The UK’s Financial Conduct Authority has warned banks against greenwashing and conflicts of interest when making sustainability-linked loans, amid concerns that lenders are not setting clear climate goals. The regulator also warned it could take “further measures” to support transition finance.
Banks should strengthen the targets included in sustainability-linked loans and ensure that they are in better alignment with borrowers’ transition plans, the regulator wrote in a letter to the sustainability divisions of several banks on 29 June.

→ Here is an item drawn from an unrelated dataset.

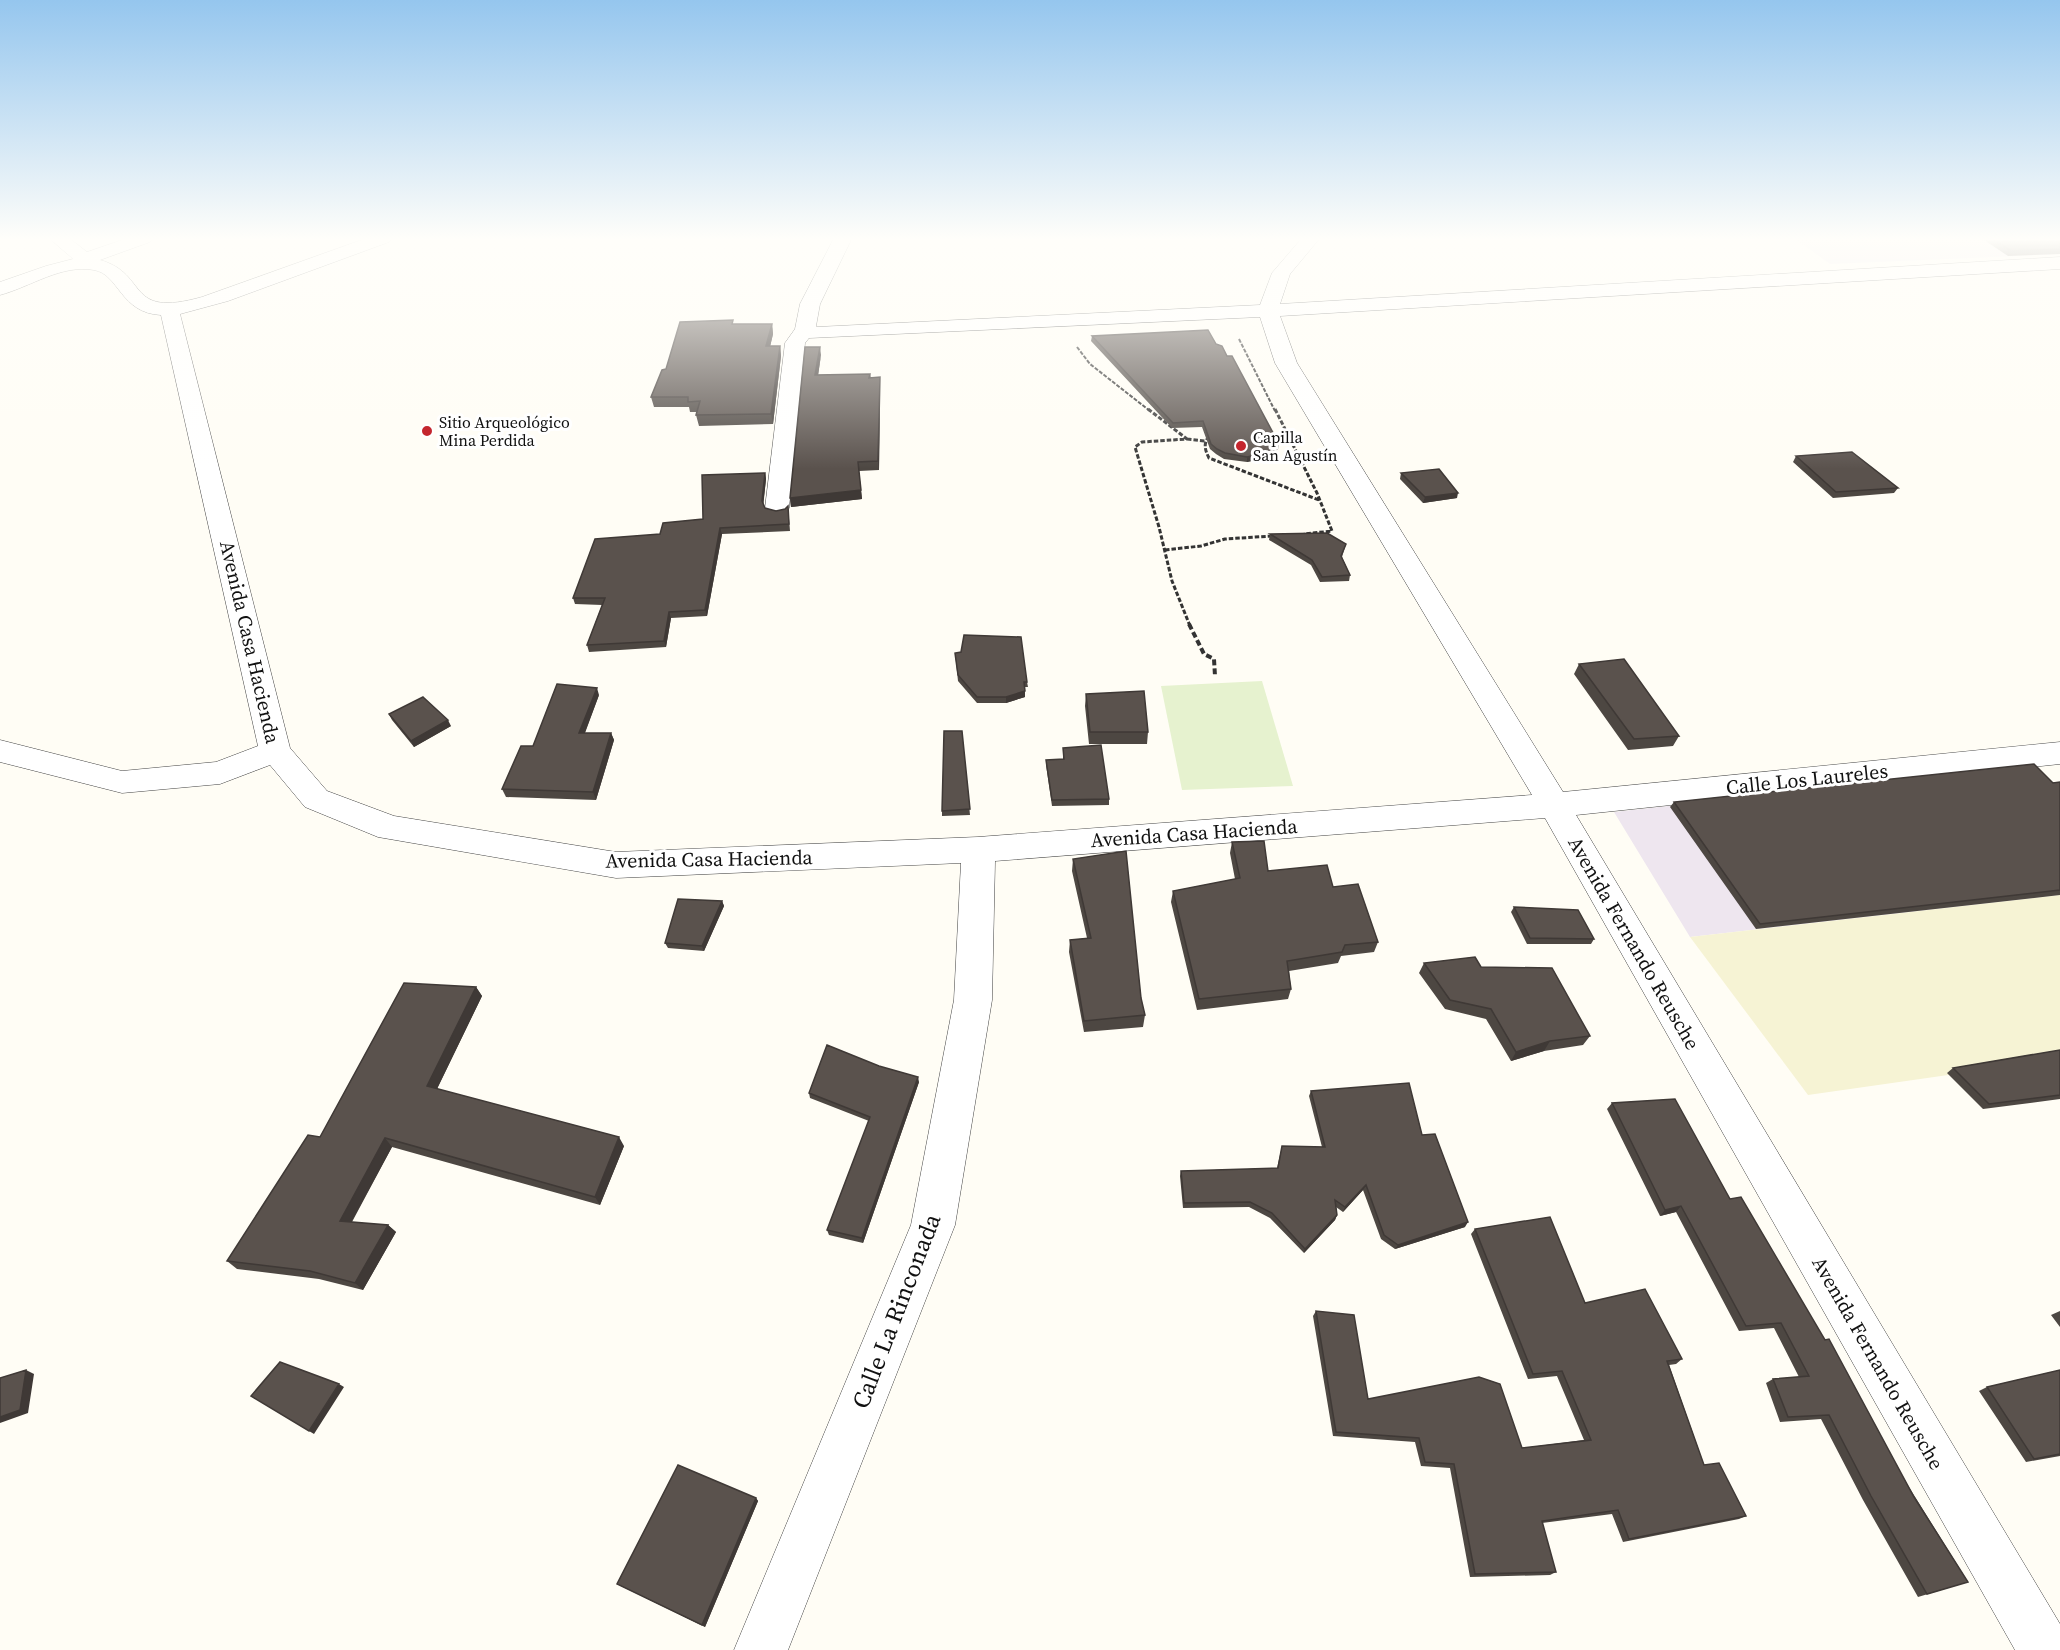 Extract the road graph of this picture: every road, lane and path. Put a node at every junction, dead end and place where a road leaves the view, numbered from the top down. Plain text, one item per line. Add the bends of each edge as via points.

“Although we do not directly regulate this part of the market, we are keen to ensure that the sustainable finance market works well, and that market integrity is maintained,” the FCA wrote. The regulator was asked by the UK Treasury to help the country reach net zero emissions by 2050.
The FCA conducted a review in the spring and found that targets were too easy to meet, with one company saying it considered a third of its completed transactions “fit for purpose”, with half “not robust”.
Banks have also created little incentive for borrowers to meet sustainability goals, as penalties are too low and have not changed with the rise in inflation.
In some cases, the FCA found that banks felt maintaining a relationship with borrowers was more important than their sustainability credentials, affecting the bank’s decision to participate in the loan. In addition, the FCA stated it was concerned that remuneration linked to ESG financing targets could lead to a conflict of interest.
The FCA is the latest regulator to voice concerns about greenwashing in the financial industry. The Central Bank of Ireland and Germany’s banking regulator BaFin have recently warned they will increase scrutiny of sustainability credentials, while the EU’s sustainable finance regulatory framework is aimed at giving more transparency to investors and prevent greenwashing.